Tuesday, July 10, 2012

How do I tell my child that his or her nanny is not coming back?

HumpDay Dilemma 

When a nanny or caregiver leaves a family it can be heartbreaking for both children and parents.  A sudden and immediate removal can make the situation even more challenging.  The most important emotional step you can take is to make sure your children get to see the nanny at least one more time.  This may seem counterproductive especially if the nanny has acted blatantly unprofessional or done something illegal.  

However, most situations are not that black and white.  Unless there has been some kind of abuse it may be in the best interest of your child to meet up with the nanny at a coffee shop or other public place in order for your child to see the nanny once more.  

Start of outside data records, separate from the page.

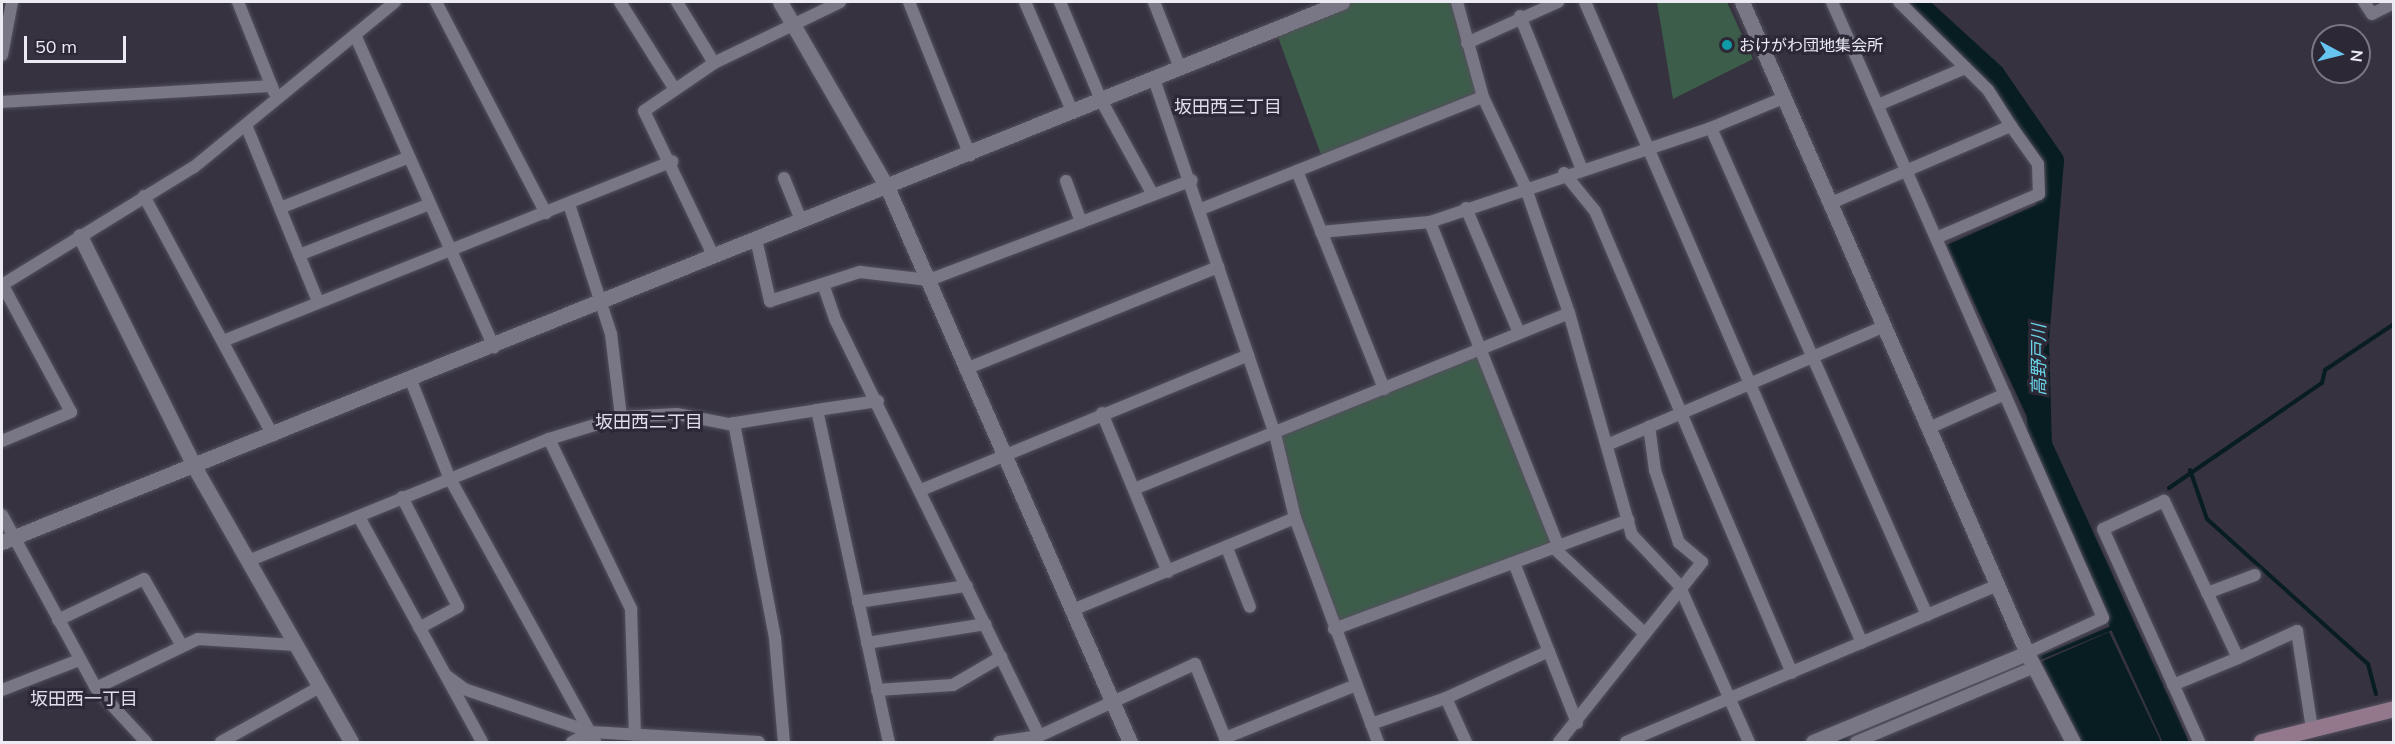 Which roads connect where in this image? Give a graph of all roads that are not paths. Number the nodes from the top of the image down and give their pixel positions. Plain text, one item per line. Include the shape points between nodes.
1 (12, 2) edge
2 (238, 2) edge
3 (395, 2) edge
4 (436, 2) edge
5 (620, 2) edge
6 (677, 2) edge
7 (780, 2) edge
8 (840, 2) edge
9 (909, 2) edge
10 (1025, 2) edge
11 (1060, 2) edge
12 (1154, 2) edge
13 (1342, 2) edge
14 (1457, 2) edge
15 (1558, 2) edge
16 (1586, 2) edge
17 (1742, 2) edge
18 (1832, 2) edge
19 (1899, 2) edge
20 (2364, 2) edge
21 (2394, 3) edge
22 (1520, 16) junction
23 (793, 24) junction
24 (355, 35) junction
25 (1467, 43) junction
26 (2, 51) edge
27 (714, 63) junction
28 (1180, 68) junction
29 (1965, 68) junction
30 (1154, 79) junction
31 (272, 86) junction
32 (674, 88) junction
33 (1483, 97) junction
34 (1783, 98) junction
35 (276, 99) junction
36 (1101, 100) junction
37 (2, 102) edge
38 (1878, 105) junction
39 (1073, 113) junction
40 (246, 125) junction
41 (2011, 126) junction
42 (1711, 128) junction
43 (1649, 149) junction
44 (970, 155) junction
45 (407, 158) junction
46 (672, 162) junction
47 (1581, 167) junction
48 (1907, 170) junction
49 (1297, 171) junction
50 (1564, 173) junction
51 (784, 178) dead end
52 (1192, 180) junction
53 (1066, 181) dead end
54 (1525, 186) junction
55 (888, 189) junction
56 (1153, 195) junction
57 (144, 196) junction
58 (1831, 203) junction
59 (569, 204) junction
60 (427, 205) junction
61 (280, 208) junction
62 (1466, 208) junction
63 (1201, 209) junction
64 (546, 213) junction
65 (801, 220) junction
66 (1081, 222) junction
67 (1430, 222) junction
68 (1322, 232) junction
69 (80, 236) junction
70 (1936, 238) junction
71 (756, 239) junction
72 (447, 251) junction
73 (299, 255) junction
74 (714, 256) junction
75 (1218, 267) junction
76 (929, 280) junction
77 (823, 284) junction
78 (2, 285) edge
79 (318, 301) junction
80 (600, 301) junction
81 (1569, 313) junction
82 (1884, 326) junction
83 (1519, 333) junction
84 (222, 341) junction
85 (494, 347) junction
86 (1481, 349) junction
87 (1248, 355) junction
88 (1813, 357) junction
89 (968, 368) junction
90 (410, 378) junction
91 (1750, 384) junction
92 (1384, 388) junction
93 (2005, 394) junction
94 (878, 401) junction
95 (817, 410) junction
96 (1102, 413) junction
97 (1682, 413) junction
98 (621, 417) junction
99 (734, 423) junction
100 (1649, 426) junction
101 (1929, 428) junction
102 (1275, 434) junction
103 (273, 436) junction
104 (549, 439) junction
105 (2, 441) edge
106 (1607, 445) junction
107 (1006, 454) junction
108 (195, 468) junction
109 (449, 477) junction
110 (1134, 489) junction
111 (921, 490) junction
112 (402, 497) junction
113 (2, 515) edge
114 (359, 517) junction
115 (1295, 518) junction
116 (1628, 520) junction
117 (7, 539) edge
118 (1227, 548) junction
119 (1557, 548) junction
120 (248, 561) junction
121 (1514, 564) junction
122 (1168, 572) junction
123 (2255, 575) dead end
124 (1679, 585) junction
125 (1996, 585) junction
126 (967, 586) junction
127 (2207, 593) junction
128 (858, 602) junction
129 (1250, 607) dead end
130 (1075, 609) junction
131 (1927, 615) junction
132 (58, 620) junction
133 (985, 624) junction
134 (419, 628) junction
135 (1334, 629) junction
136 (1644, 633) junction
137 (867, 643) junction
138 (1862, 643) junction
139 (181, 644) junction
140 (296, 645) junction
141 (1548, 651) junction
142 (1001, 657) junction
143 (2238, 658) junction
144 (79, 660) junction
145 (2030, 660) junction
146 (1792, 673) junction
147 (447, 676) junction
148 (1356, 685) junction
149 (2173, 685) junction
150 (320, 687) junction
151 (96, 688) junction
152 (2, 690) edge
153 (878, 690) junction
154 (1114, 697) junction
155 (1446, 698) junction
156 (1730, 699) junction
157 (2394, 709) edge
158 (1577, 723) junction
159 (1371, 724) junction
160 (2312, 729) junction
161 (635, 735) junction
162 (593, 737) edge
163 (1045, 737) edge
164 (146, 742) edge
165 (221, 742) edge
166 (351, 742) edge
167 (482, 742) edge
168 (572, 742) edge
169 (742, 742) edge
170 (759, 742) edge
171 (784, 742) edge
172 (889, 742) edge
173 (999, 742) edge
174 (1130, 742) edge
175 (1378, 742) edge
176 (1466, 742) edge
177 (1559, 742) edge
178 (1626, 742) edge
179 (1749, 742) edge
180 (1813, 742) edge
181 (1856, 742) edge
182 (2073, 742) edge
183 (2199, 742) edge
184 (2262, 742) edge

1 - 26 street
2 - 31 street
3 - 24 street
4 - 64 street
5 - 32 street
6 - 27 street
7 - 23 street
8 - 23 street
9 - 44 street
10 - 39 street
11 - 36 street
12 - 28 street
13 - 28 street
14 - 25 street
15 - 22 street
16 - 43 street
17 - 34 street
18 - 38 street
19 - 29 street
20 - 21 street via 2372,14
22 - 25 street
22 - 47 street
23 - 27 street
23 - 55 street
24 - 35 street
24 - 45 street
25 - 33 street
27 - 32 street
28 - 30 street
29 - 38 street
29 - 41 street
30 - 36 street
30 - 52 street
31 - 35 street
31 - 37 street
32 - 46 street via 644,111
33 - 49 street
33 - 54 street
34 - 42 street
34 - 58 street
35 - 40 street
36 - 39 street
36 - 56 street
38 - 48 street
39 - 44 street
40 - 57 street via 194,167
40 - 61 street
41 - 48 street
41 - 70 street via 2038,164 2039,194
42 - 43 street
42 - 88 street
43 - 47 street
43 - 91 street
44 - 55 street
45 - 60 street
45 - 61 street
46 - 59 street
46 - 74 street
47 - 50 street
48 - 58 street
48 - 70 street
49 - 63 street
49 - 68 street
50 - 54 street
50 - 97 street via 1595,211
51 - 65 street
52 - 56 street
52 - 63 street
53 - 66 street
54 - 62 street
54 - 81 street
55 - 65 street
55 - 76 street
56 - 66 street
57 - 69 street
57 - 84 street
58 - 82 street
59 - 64 street
59 - 80 street
60 - 72 street
60 - 73 street
61 - 73 street
62 - 67 street
62 - 83 street
63 - 75 street
64 - 72 street
65 - 71 street
66 - 76 street
67 - 68 street
67 - 86 street
68 - 92 street
69 - 78 street
69 - 108 street
70 - 93 street
71 - 74 street
71 - 77 street via 770,301
72 - 79 street
72 - 85 street
73 - 79 street
74 - 80 street
75 - 87 street
75 - 89 street
76 - 77 street via 860,272
76 - 89 street
77 - 94 street via 836,321
78 - 105 street via 71,412
79 - 84 street
80 - 85 street
80 - 98 street via 610,334
81 - 83 street
81 - 106 street
82 - 88 street
82 - 101 street
83 - 86 street
84 - 103 street
85 - 90 street
86 - 92 street
86 - 119 street
87 - 96 street
87 - 102 street
88 - 91 street
88 - 131 street
89 - 107 street
90 - 103 street
90 - 109 street
91 - 97 street
91 - 138 street
92 - 102 street
93 - 101 street
93 - 145 street via 2103,618
94 - 95 street
94 - 111 street
95 - 99 street
95 - 128 street
96 - 107 street
96 - 110 street
97 - 100 street
97 - 146 street
98 - 99 street via 677,414
98 - 104 street
99 - 171 street via 775,638
100 - 106 street
100 - 124 street via 1655,470 1679,543 1702,562
101 - 125 street
102 - 110 street
102 - 115 street
103 - 108 street
104 - 109 street
104 - 161 street via 631,609
106 - 116 street
107 - 111 street
107 - 130 street
108 - 117 street
108 - 120 street
109 - 112 street
109 - 162 street
110 - 122 street
111 - 126 street
112 - 114 street
112 - 134 street via 458,607
113 - 117 street
114 - 120 street
114 - 134 street
115 - 118 street
115 - 135 street
116 - 119 street
116 - 124 street via 1632,535
117 - 132 street
118 - 122 street
118 - 129 street
119 - 121 street
119 - 136 street
120 - 140 street
121 - 135 street
121 - 141 street
122 - 130 street
123 - 127 street
124 - 136 street
124 - 156 street
125 - 131 street
125 - 145 street
126 - 128 street
126 - 133 street
127 - 143 street
127 - 149 street via 2164,501 2103,529
128 - 137 street
130 - 154 street
131 - 138 street
132 - 139 street via 144,579
132 - 144 street
133 - 137 street
133 - 142 street
134 - 147 street
135 - 148 street
136 - 158 street
137 - 153 street
138 - 146 street
139 - 140 street via 198,639
139 - 151 street
140 - 150 street
141 - 155 street
141 - 158 street
142 - 153 street via 953,685
142 - 163 street
143 - 149 street
143 - 160 street via 2297,632
144 - 151 street
144 - 152 street
145 - 180 street
145 - 181 street
145 - 182 street
146 - 156 street
147 - 162 street via 464,689
147 - 167 street
148 - 154 street via 1225,738 1196,664
148 - 159 street
149 - 183 street
150 - 165 street
150 - 166 street
151 - 164 street
153 - 172 street
154 - 163 street
154 - 174 street
155 - 159 street
155 - 176 street
156 - 178 street
156 - 179 street
157 - 160 main road
158 - 177 street
159 - 175 street
160 - 184 main road
161 - 162 street
161 - 169 street
162 - 168 street
163 - 173 street
169 - 170 street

Regardless if the end came quickly, there was an event preventing you from seeing the nanny again or the situation was mutual and positive, you will want to prepare your children for the transition.
Do not underestimate how attached your child is to his or her caregiver.  Children easily become attached to those who spend significant amount of time with them, even if that person doesn’t give exceptional care. 

This relationship can often seem threatening but it is rarely the intention of the nanny to take over and be the parent.  Most nannies are simply trying love and care for your children the best they can.  Because the job of a nanny is to comfort and reassure, this requires a strong connection.  Though it can be very scary for a parent to see this relationship with the nanny evolving, you must try hard to not act threatened.

In my 15 years as a nanny, it has always been clear to me that the children in my care had a unique bond with their mom and dad that I as the nanny could never have.  And now as a mom myself, I understand this bond to a greater degree.  As long as you are working hard to connect with your children when you are there, the nanny could NEVER take your place, no matter what you have seen in TV or movies.  

In order to help your children deal with the transition you will have to have this perspective when you break the news to them.  Honesty is always the best policy.  Avoid telling your children anything negative about the nanny unless there was some kind of abuse in which case I would advise you to tell them you will not let someone hurt them.  Also make clear to them that what the nanny did was not their fault.  

·   Sally loves you very much but isn’t going to be able to take care of you anymore.
·   I know that you have not only loved doing fun things with her but you have also grown to love her.
·   It is going to be hard for us all to not have her in our life every day. 
·   I will miss her too.
·   What are some of your favorite things to do with her?
·   We hope to see her again to say goodbye. (Say this only if it is true)
·   You will get to see her every once in a while but just not every day.  (Again, only if you will get to see her from time to time.)
·   Perhaps we could make or buy something special for her that she can remember you by.   (This can be done even if you will not get to see her again.  It is mostly therapeutic for the child and if you want you could mail it to the nanny.)

You don’t need to give a reason that the nanny is leaving but most children will eventually ask.  When that happens be honest.  You obviously will want to avoid making it sound like it is your children’s fault but they may feel like it anyway.  It is best to avoid distracting them or trying to fix the problem by giving them things.  Instead allow your children to feel sad about the situation and be sure to be transparent with your own emotions in order to let them know it is a normal.  If you try to stop your children from grieving the loss , those feelings will come out in other behaviors.  

Depending on your child’s age and temperament he or she may or may not react strongly at that very moment you break the news.  If your child does not have a strong reaction right then, it will most likely come later or those feelings will come out in negative behaviors.  Be ready for them and be extra understanding.  Let your child say what he or she wants and do your best to not see it as personal attack on your own parenting.  Remember that even if your child has a strong connection to his or her nanny that does NOT mean that the bond he has to you is not even stronger.